Dataset:
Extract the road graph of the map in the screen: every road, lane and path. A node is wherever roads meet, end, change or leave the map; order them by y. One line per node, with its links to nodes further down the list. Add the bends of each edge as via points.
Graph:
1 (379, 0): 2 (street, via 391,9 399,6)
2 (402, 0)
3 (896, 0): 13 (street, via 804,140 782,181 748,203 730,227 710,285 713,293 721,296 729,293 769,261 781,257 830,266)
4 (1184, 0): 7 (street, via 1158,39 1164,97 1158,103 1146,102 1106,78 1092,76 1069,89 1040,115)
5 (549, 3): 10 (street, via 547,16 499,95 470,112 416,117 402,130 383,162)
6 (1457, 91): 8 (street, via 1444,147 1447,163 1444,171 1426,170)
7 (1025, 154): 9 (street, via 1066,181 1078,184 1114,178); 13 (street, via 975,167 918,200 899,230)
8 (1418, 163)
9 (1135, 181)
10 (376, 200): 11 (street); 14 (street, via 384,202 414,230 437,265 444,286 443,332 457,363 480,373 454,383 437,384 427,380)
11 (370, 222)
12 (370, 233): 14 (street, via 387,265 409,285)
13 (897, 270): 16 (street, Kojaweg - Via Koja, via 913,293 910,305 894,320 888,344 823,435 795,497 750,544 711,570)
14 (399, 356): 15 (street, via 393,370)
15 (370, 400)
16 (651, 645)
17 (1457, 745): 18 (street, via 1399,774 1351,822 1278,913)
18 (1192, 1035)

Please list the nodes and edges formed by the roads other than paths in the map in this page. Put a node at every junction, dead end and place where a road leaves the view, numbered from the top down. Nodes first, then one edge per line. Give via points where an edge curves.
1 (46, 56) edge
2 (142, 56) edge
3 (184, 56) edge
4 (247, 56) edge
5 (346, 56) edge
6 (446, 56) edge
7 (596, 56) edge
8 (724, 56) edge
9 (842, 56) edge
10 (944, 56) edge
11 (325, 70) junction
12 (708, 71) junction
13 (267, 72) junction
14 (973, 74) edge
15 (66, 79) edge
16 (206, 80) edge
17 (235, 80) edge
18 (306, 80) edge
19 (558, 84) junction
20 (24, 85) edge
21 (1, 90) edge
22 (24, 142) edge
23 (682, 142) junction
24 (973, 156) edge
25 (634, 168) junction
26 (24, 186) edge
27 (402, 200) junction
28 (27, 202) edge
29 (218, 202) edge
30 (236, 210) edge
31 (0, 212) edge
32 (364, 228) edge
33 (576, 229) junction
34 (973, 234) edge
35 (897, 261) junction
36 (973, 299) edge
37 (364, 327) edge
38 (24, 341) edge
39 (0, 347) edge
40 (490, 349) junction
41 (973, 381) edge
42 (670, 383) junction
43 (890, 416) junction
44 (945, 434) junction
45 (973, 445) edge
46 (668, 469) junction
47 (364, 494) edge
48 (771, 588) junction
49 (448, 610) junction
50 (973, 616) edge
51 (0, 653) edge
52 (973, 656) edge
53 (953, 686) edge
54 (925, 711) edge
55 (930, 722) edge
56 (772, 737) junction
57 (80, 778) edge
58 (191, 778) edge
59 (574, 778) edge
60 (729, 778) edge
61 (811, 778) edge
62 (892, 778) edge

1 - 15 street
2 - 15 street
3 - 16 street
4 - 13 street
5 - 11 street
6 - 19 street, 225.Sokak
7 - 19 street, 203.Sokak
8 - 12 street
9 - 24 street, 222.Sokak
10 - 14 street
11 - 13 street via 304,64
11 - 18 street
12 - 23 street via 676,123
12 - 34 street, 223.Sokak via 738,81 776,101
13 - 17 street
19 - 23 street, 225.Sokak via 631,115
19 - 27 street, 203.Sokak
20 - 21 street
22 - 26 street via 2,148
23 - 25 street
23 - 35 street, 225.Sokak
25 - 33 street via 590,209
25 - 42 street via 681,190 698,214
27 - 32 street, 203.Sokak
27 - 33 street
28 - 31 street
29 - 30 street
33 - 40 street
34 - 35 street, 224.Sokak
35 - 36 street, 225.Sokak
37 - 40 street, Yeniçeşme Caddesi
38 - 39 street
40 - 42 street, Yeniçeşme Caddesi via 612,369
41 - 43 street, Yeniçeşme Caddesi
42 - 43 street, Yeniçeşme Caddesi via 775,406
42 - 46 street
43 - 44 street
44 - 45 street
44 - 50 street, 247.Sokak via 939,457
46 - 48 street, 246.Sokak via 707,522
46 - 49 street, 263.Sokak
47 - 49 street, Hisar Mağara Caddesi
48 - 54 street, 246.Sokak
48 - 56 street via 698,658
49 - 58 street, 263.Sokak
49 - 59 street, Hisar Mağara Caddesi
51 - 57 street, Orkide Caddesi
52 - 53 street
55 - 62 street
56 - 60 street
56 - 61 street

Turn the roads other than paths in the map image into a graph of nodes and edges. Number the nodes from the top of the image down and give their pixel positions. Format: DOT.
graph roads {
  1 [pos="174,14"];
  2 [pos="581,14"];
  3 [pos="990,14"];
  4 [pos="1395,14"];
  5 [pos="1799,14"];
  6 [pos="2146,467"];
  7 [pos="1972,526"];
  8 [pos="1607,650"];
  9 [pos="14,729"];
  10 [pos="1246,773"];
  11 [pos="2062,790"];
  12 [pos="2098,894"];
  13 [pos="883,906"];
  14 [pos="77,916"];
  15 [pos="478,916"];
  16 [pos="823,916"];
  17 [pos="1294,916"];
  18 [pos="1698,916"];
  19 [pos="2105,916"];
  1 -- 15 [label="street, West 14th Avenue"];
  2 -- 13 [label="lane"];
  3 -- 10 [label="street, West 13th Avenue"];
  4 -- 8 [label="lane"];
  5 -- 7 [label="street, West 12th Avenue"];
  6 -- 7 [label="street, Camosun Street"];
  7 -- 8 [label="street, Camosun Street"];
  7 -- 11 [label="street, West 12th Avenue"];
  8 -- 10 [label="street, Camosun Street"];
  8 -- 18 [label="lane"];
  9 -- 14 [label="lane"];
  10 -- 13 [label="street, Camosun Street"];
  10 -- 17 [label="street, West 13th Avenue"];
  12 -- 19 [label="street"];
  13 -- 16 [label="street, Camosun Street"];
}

Exercise objective: Working through the records above, copy each one exactly.

Task answer:
Extract the road graph of the map in the screen: every road, lane and path. A node is wherever roads meet, end, change or leave the map; order them by y. One line per node, with its links to nodes further down the list. Add the bends of each edge as via points.
Graph:
1 (379, 0): 2 (street, via 391,9 399,6)
2 (402, 0)
3 (896, 0): 13 (street, via 804,140 782,181 748,203 730,227 710,285 713,293 721,296 729,293 769,261 781,257 830,266)
4 (1184, 0): 7 (street, via 1158,39 1164,97 1158,103 1146,102 1106,78 1092,76 1069,89 1040,115)
5 (549, 3): 10 (street, via 547,16 499,95 470,112 416,117 402,130 383,162)
6 (1457, 91): 8 (street, via 1444,147 1447,163 1444,171 1426,170)
7 (1025, 154): 9 (street, via 1066,181 1078,184 1114,178); 13 (street, via 975,167 918,200 899,230)
8 (1418, 163)
9 (1135, 181)
10 (376, 200): 11 (street); 14 (street, via 384,202 414,230 437,265 444,286 443,332 457,363 480,373 454,383 437,384 427,380)
11 (370, 222)
12 (370, 233): 14 (street, via 387,265 409,285)
13 (897, 270): 16 (street, Kojaweg - Via Koja, via 913,293 910,305 894,320 888,344 823,435 795,497 750,544 711,570)
14 (399, 356): 15 (street, via 393,370)
15 (370, 400)
16 (651, 645)
17 (1457, 745): 18 (street, via 1399,774 1351,822 1278,913)
18 (1192, 1035)

Please list the nodes and edges formed by the roads other than paths in the map in this page. Put a node at every junction, dead end and place where a road leaves the view, numbered from the top down. Nodes first, then one edge per line. Give via points where an edge curves.
1 (46, 56) edge
2 (142, 56) edge
3 (184, 56) edge
4 (247, 56) edge
5 (346, 56) edge
6 (446, 56) edge
7 (596, 56) edge
8 (724, 56) edge
9 (842, 56) edge
10 (944, 56) edge
11 (325, 70) junction
12 (708, 71) junction
13 (267, 72) junction
14 (973, 74) edge
15 (66, 79) edge
16 (206, 80) edge
17 (235, 80) edge
18 (306, 80) edge
19 (558, 84) junction
20 (24, 85) edge
21 (1, 90) edge
22 (24, 142) edge
23 (682, 142) junction
24 (973, 156) edge
25 (634, 168) junction
26 (24, 186) edge
27 (402, 200) junction
28 (27, 202) edge
29 (218, 202) edge
30 (236, 210) edge
31 (0, 212) edge
32 (364, 228) edge
33 (576, 229) junction
34 (973, 234) edge
35 (897, 261) junction
36 (973, 299) edge
37 (364, 327) edge
38 (24, 341) edge
39 (0, 347) edge
40 (490, 349) junction
41 (973, 381) edge
42 (670, 383) junction
43 (890, 416) junction
44 (945, 434) junction
45 (973, 445) edge
46 (668, 469) junction
47 (364, 494) edge
48 (771, 588) junction
49 (448, 610) junction
50 (973, 616) edge
51 (0, 653) edge
52 (973, 656) edge
53 (953, 686) edge
54 (925, 711) edge
55 (930, 722) edge
56 (772, 737) junction
57 (80, 778) edge
58 (191, 778) edge
59 (574, 778) edge
60 (729, 778) edge
61 (811, 778) edge
62 (892, 778) edge

1 - 15 street
2 - 15 street
3 - 16 street
4 - 13 street
5 - 11 street
6 - 19 street, 225.Sokak
7 - 19 street, 203.Sokak
8 - 12 street
9 - 24 street, 222.Sokak
10 - 14 street
11 - 13 street via 304,64
11 - 18 street
12 - 23 street via 676,123
12 - 34 street, 223.Sokak via 738,81 776,101
13 - 17 street
19 - 23 street, 225.Sokak via 631,115
19 - 27 street, 203.Sokak
20 - 21 street
22 - 26 street via 2,148
23 - 25 street
23 - 35 street, 225.Sokak
25 - 33 street via 590,209
25 - 42 street via 681,190 698,214
27 - 32 street, 203.Sokak
27 - 33 street
28 - 31 street
29 - 30 street
33 - 40 street
34 - 35 street, 224.Sokak
35 - 36 street, 225.Sokak
37 - 40 street, Yeniçeşme Caddesi
38 - 39 street
40 - 42 street, Yeniçeşme Caddesi via 612,369
41 - 43 street, Yeniçeşme Caddesi
42 - 43 street, Yeniçeşme Caddesi via 775,406
42 - 46 street
43 - 44 street
44 - 45 street
44 - 50 street, 247.Sokak via 939,457
46 - 48 street, 246.Sokak via 707,522
46 - 49 street, 263.Sokak
47 - 49 street, Hisar Mağara Caddesi
48 - 54 street, 246.Sokak
48 - 56 street via 698,658
49 - 58 street, 263.Sokak
49 - 59 street, Hisar Mağara Caddesi
51 - 57 street, Orkide Caddesi
52 - 53 street
55 - 62 street
56 - 60 street
56 - 61 street

Turn the roads other than paths in the map image into a graph of nodes and edges. Number the nodes from the top of the image down and give their pixel positions. Format: DOT.
graph roads {
  1 [pos="174,14"];
  2 [pos="581,14"];
  3 [pos="990,14"];
  4 [pos="1395,14"];
  5 [pos="1799,14"];
  6 [pos="2146,467"];
  7 [pos="1972,526"];
  8 [pos="1607,650"];
  9 [pos="14,729"];
  10 [pos="1246,773"];
  11 [pos="2062,790"];
  12 [pos="2098,894"];
  13 [pos="883,906"];
  14 [pos="77,916"];
  15 [pos="478,916"];
  16 [pos="823,916"];
  17 [pos="1294,916"];
  18 [pos="1698,916"];
  19 [pos="2105,916"];
  1 -- 15 [label="street, West 14th Avenue"];
  2 -- 13 [label="lane"];
  3 -- 10 [label="street, West 13th Avenue"];
  4 -- 8 [label="lane"];
  5 -- 7 [label="street, West 12th Avenue"];
  6 -- 7 [label="street, Camosun Street"];
  7 -- 8 [label="street, Camosun Street"];
  7 -- 11 [label="street, West 12th Avenue"];
  8 -- 10 [label="street, Camosun Street"];
  8 -- 18 [label="lane"];
  9 -- 14 [label="lane"];
  10 -- 13 [label="street, Camosun Street"];
  10 -- 17 [label="street, West 13th Avenue"];
  12 -- 19 [label="street"];
  13 -- 16 [label="street, Camosun Street"];
}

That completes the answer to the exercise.